INSTRUCTIONS FOR THE TASK:
Without leaving out a single line, copy the records exactly.

Saved entries:
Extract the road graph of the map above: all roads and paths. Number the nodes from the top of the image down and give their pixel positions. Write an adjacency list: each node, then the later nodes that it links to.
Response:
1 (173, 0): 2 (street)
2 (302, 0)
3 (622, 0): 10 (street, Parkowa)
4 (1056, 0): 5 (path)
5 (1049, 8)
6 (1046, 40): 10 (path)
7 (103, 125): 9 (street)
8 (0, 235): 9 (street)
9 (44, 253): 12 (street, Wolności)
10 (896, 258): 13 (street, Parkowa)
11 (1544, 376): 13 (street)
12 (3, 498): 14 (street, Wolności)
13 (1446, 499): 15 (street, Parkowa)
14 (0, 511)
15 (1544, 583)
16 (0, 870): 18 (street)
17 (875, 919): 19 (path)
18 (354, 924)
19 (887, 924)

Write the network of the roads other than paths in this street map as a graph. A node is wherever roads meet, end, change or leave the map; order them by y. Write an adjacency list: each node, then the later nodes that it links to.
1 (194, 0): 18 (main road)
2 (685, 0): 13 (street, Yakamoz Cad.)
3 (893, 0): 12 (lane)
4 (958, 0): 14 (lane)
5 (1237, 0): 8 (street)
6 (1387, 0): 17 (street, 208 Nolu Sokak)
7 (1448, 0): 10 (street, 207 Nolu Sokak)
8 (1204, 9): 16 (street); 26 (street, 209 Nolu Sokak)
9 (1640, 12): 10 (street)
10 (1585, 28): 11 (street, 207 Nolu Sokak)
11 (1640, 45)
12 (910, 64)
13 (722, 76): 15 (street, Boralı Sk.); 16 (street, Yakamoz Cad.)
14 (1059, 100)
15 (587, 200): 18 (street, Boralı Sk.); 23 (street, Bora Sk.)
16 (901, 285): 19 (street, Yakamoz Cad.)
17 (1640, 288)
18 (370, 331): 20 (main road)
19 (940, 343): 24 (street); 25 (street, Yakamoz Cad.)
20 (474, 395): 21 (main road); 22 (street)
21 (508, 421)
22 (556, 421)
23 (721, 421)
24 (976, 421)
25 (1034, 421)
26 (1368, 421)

COMPLETED TASK:
Extract the road graph of the map above: all roads and paths. Number the nodes from the top of the image down and give their pixel positions. Write an adjacency list: each node, then the later nodes that it links to.
Response:
1 (173, 0): 2 (street)
2 (302, 0)
3 (622, 0): 10 (street, Parkowa)
4 (1056, 0): 5 (path)
5 (1049, 8)
6 (1046, 40): 10 (path)
7 (103, 125): 9 (street)
8 (0, 235): 9 (street)
9 (44, 253): 12 (street, Wolności)
10 (896, 258): 13 (street, Parkowa)
11 (1544, 376): 13 (street)
12 (3, 498): 14 (street, Wolności)
13 (1446, 499): 15 (street, Parkowa)
14 (0, 511)
15 (1544, 583)
16 (0, 870): 18 (street)
17 (875, 919): 19 (path)
18 (354, 924)
19 (887, 924)

Write the network of the roads other than paths in this street map as a graph. A node is wherever roads meet, end, change or leave the map; order them by y. Write an adjacency list: each node, then the later nodes that it links to.
1 (194, 0): 18 (main road)
2 (685, 0): 13 (street, Yakamoz Cad.)
3 (893, 0): 12 (lane)
4 (958, 0): 14 (lane)
5 (1237, 0): 8 (street)
6 (1387, 0): 17 (street, 208 Nolu Sokak)
7 (1448, 0): 10 (street, 207 Nolu Sokak)
8 (1204, 9): 16 (street); 26 (street, 209 Nolu Sokak)
9 (1640, 12): 10 (street)
10 (1585, 28): 11 (street, 207 Nolu Sokak)
11 (1640, 45)
12 (910, 64)
13 (722, 76): 15 (street, Boralı Sk.); 16 (street, Yakamoz Cad.)
14 (1059, 100)
15 (587, 200): 18 (street, Boralı Sk.); 23 (street, Bora Sk.)
16 (901, 285): 19 (street, Yakamoz Cad.)
17 (1640, 288)
18 (370, 331): 20 (main road)
19 (940, 343): 24 (street); 25 (street, Yakamoz Cad.)
20 (474, 395): 21 (main road); 22 (street)
21 (508, 421)
22 (556, 421)
23 (721, 421)
24 (976, 421)
25 (1034, 421)
26 (1368, 421)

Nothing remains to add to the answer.